*EXERCISE INSTRUCTIONS:* Word for word, reproduce each line of the data below, omitting every image.

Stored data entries
/---
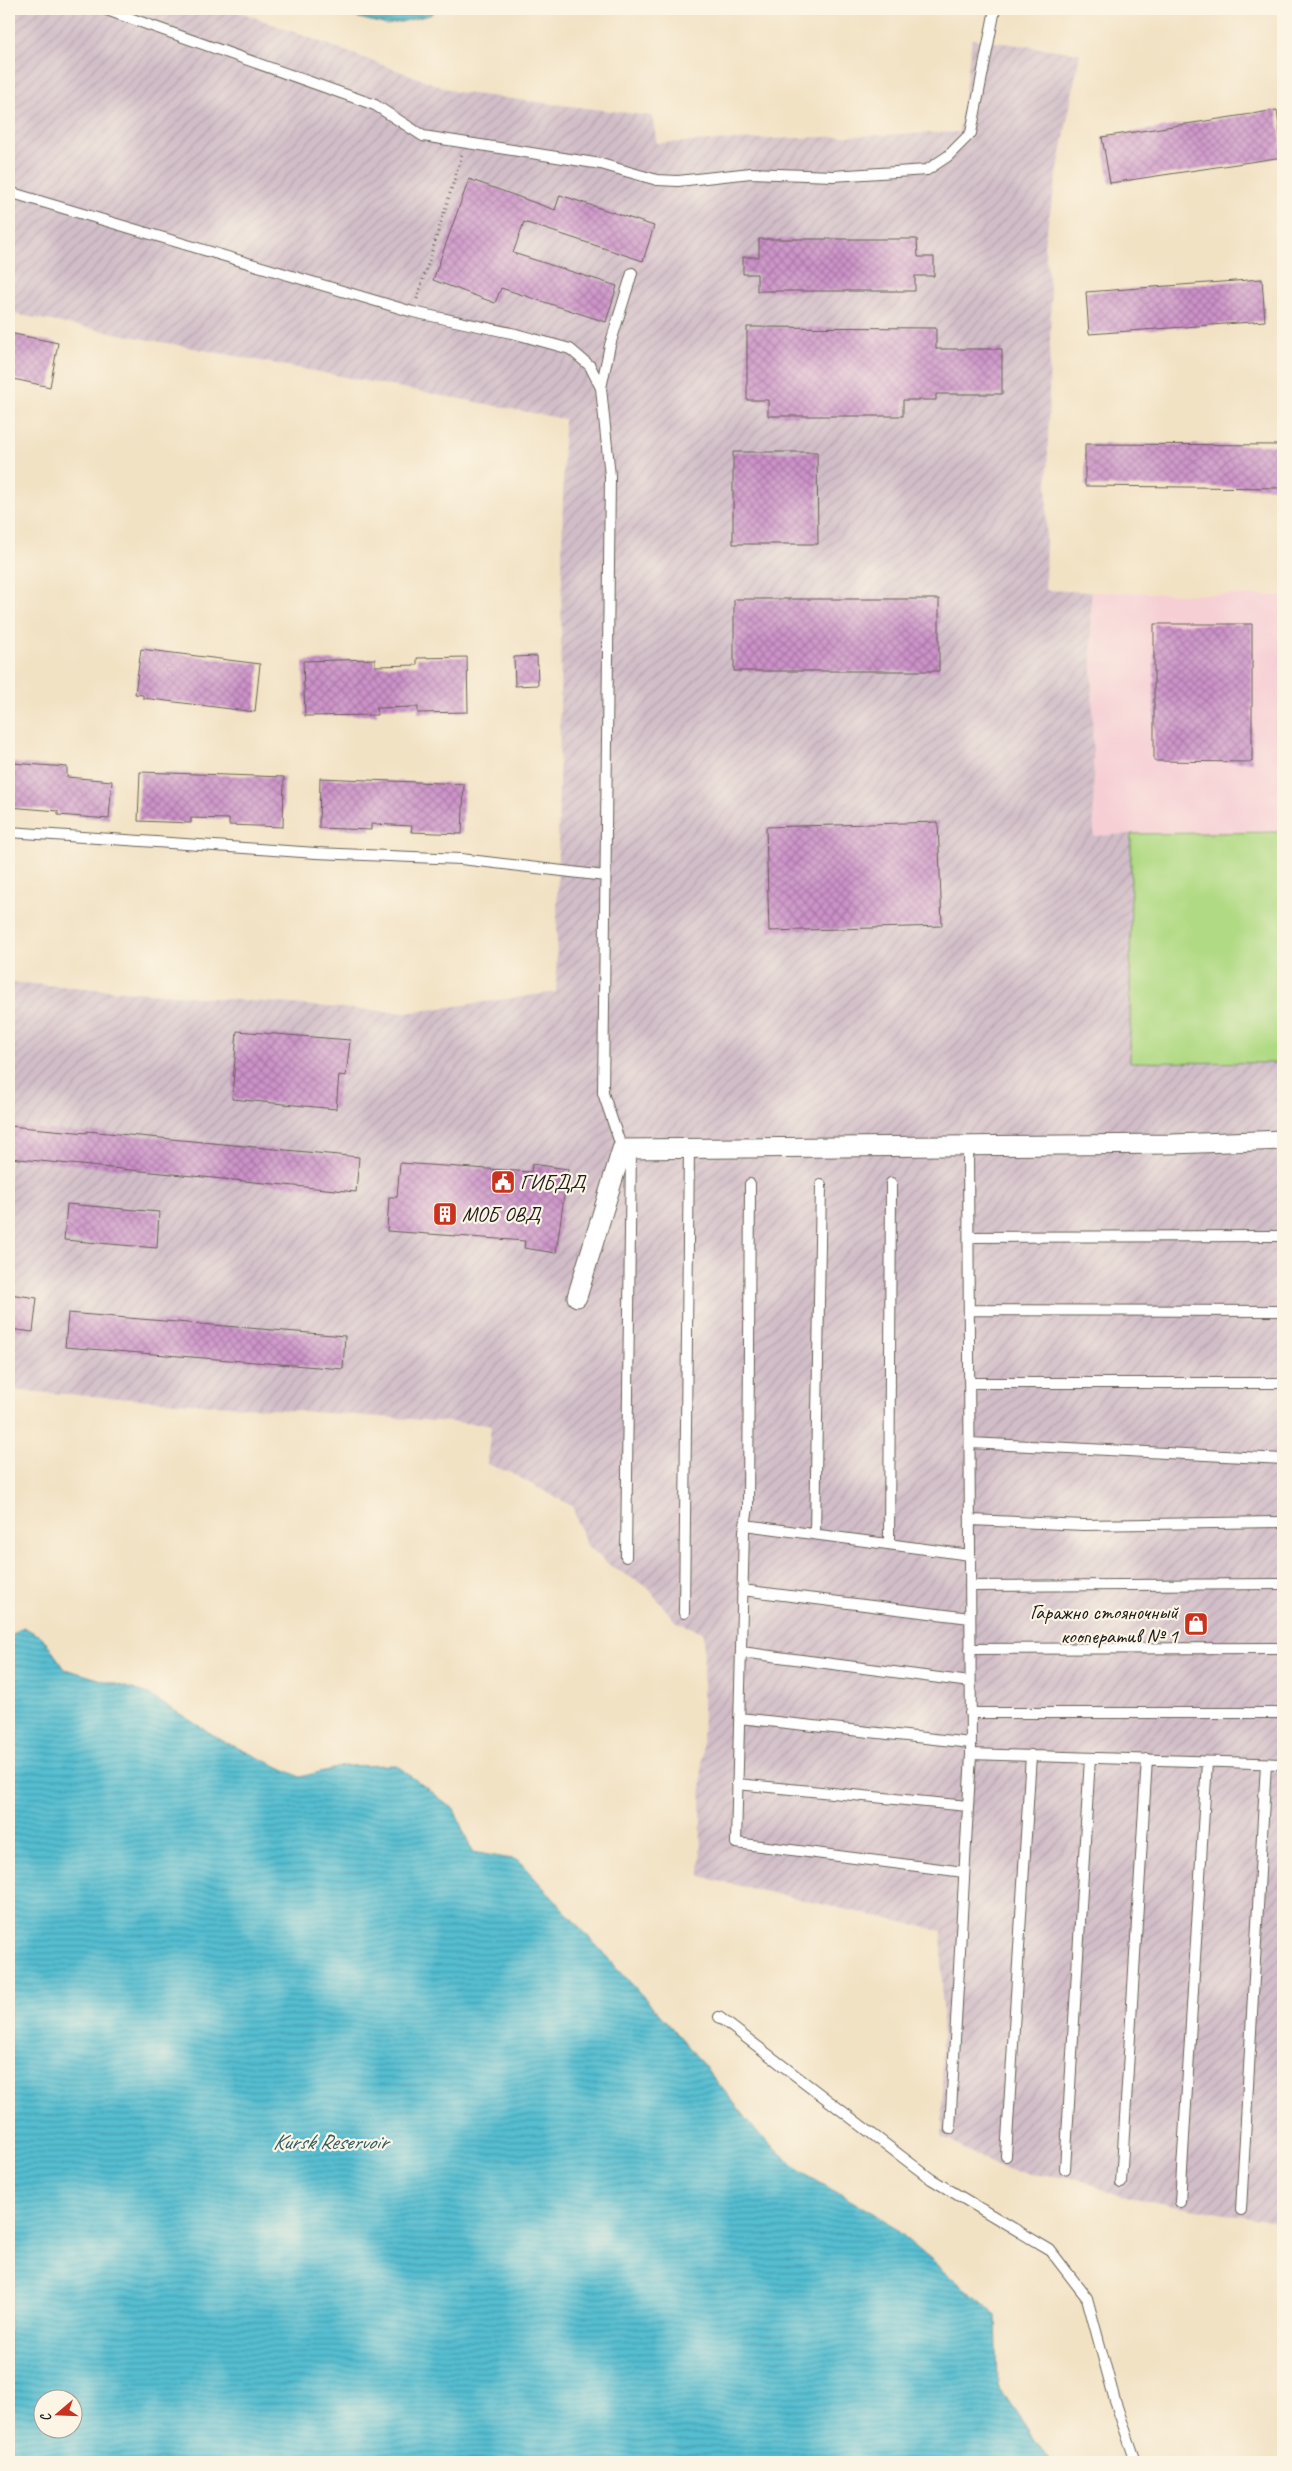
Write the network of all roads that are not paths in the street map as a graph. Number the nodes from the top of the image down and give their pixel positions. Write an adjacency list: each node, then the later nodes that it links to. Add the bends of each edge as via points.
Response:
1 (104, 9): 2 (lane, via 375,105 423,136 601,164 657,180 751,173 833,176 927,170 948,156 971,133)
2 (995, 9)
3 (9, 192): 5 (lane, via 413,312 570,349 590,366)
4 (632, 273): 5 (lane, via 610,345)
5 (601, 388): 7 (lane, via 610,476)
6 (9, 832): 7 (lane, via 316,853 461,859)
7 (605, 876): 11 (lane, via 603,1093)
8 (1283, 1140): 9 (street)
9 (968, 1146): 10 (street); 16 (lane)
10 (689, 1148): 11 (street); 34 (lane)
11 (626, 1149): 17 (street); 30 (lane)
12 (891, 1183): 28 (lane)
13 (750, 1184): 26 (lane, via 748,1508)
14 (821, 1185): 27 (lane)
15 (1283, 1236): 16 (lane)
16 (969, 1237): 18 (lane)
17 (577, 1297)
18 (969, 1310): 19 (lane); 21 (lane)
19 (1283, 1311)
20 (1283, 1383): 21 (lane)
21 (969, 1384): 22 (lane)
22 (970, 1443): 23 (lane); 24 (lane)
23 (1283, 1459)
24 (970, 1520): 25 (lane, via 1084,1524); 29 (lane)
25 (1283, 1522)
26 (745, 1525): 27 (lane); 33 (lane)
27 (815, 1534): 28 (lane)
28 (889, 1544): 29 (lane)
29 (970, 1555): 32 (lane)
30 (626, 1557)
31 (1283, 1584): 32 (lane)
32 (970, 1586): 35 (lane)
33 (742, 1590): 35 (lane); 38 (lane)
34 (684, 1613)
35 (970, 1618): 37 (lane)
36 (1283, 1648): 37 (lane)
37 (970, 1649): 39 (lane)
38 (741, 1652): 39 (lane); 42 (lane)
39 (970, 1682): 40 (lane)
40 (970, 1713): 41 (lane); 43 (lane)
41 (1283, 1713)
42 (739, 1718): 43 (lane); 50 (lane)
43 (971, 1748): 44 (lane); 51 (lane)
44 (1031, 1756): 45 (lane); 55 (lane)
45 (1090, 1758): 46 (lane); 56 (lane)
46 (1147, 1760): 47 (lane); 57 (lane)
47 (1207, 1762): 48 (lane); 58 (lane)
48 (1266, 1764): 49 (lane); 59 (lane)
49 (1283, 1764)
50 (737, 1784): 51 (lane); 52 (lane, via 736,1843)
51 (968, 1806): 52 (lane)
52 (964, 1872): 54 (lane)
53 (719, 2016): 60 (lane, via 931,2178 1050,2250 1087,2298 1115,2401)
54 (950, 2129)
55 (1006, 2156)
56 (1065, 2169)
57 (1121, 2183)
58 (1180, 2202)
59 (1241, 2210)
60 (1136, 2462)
\---
*REPLY:*
Write the network of all roads that are not paths in the street map as a graph. Number the nodes from the top of the image down and give their pixel positions. Write an adjacency list: each node, then the later nodes that it links to. Add the bends of each edge as via points.
Response:
1 (104, 9): 2 (lane, via 375,105 423,136 601,164 657,180 751,173 833,176 927,170 948,156 971,133)
2 (995, 9)
3 (9, 192): 5 (lane, via 413,312 570,349 590,366)
4 (632, 273): 5 (lane, via 610,345)
5 (601, 388): 7 (lane, via 610,476)
6 (9, 832): 7 (lane, via 316,853 461,859)
7 (605, 876): 11 (lane, via 603,1093)
8 (1283, 1140): 9 (street)
9 (968, 1146): 10 (street); 16 (lane)
10 (689, 1148): 11 (street); 34 (lane)
11 (626, 1149): 17 (street); 30 (lane)
12 (891, 1183): 28 (lane)
13 (750, 1184): 26 (lane, via 748,1508)
14 (821, 1185): 27 (lane)
15 (1283, 1236): 16 (lane)
16 (969, 1237): 18 (lane)
17 (577, 1297)
18 (969, 1310): 19 (lane); 21 (lane)
19 (1283, 1311)
20 (1283, 1383): 21 (lane)
21 (969, 1384): 22 (lane)
22 (970, 1443): 23 (lane); 24 (lane)
23 (1283, 1459)
24 (970, 1520): 25 (lane, via 1084,1524); 29 (lane)
25 (1283, 1522)
26 (745, 1525): 27 (lane); 33 (lane)
27 (815, 1534): 28 (lane)
28 (889, 1544): 29 (lane)
29 (970, 1555): 32 (lane)
30 (626, 1557)
31 (1283, 1584): 32 (lane)
32 (970, 1586): 35 (lane)
33 (742, 1590): 35 (lane); 38 (lane)
34 (684, 1613)
35 (970, 1618): 37 (lane)
36 (1283, 1648): 37 (lane)
37 (970, 1649): 39 (lane)
38 (741, 1652): 39 (lane); 42 (lane)
39 (970, 1682): 40 (lane)
40 (970, 1713): 41 (lane); 43 (lane)
41 (1283, 1713)
42 (739, 1718): 43 (lane); 50 (lane)
43 (971, 1748): 44 (lane); 51 (lane)
44 (1031, 1756): 45 (lane); 55 (lane)
45 (1090, 1758): 46 (lane); 56 (lane)
46 (1147, 1760): 47 (lane); 57 (lane)
47 (1207, 1762): 48 (lane); 58 (lane)
48 (1266, 1764): 49 (lane); 59 (lane)
49 (1283, 1764)
50 (737, 1784): 51 (lane); 52 (lane, via 736,1843)
51 (968, 1806): 52 (lane)
52 (964, 1872): 54 (lane)
53 (719, 2016): 60 (lane, via 931,2178 1050,2250 1087,2298 1115,2401)
54 (950, 2129)
55 (1006, 2156)
56 (1065, 2169)
57 (1121, 2183)
58 (1180, 2202)
59 (1241, 2210)
60 (1136, 2462)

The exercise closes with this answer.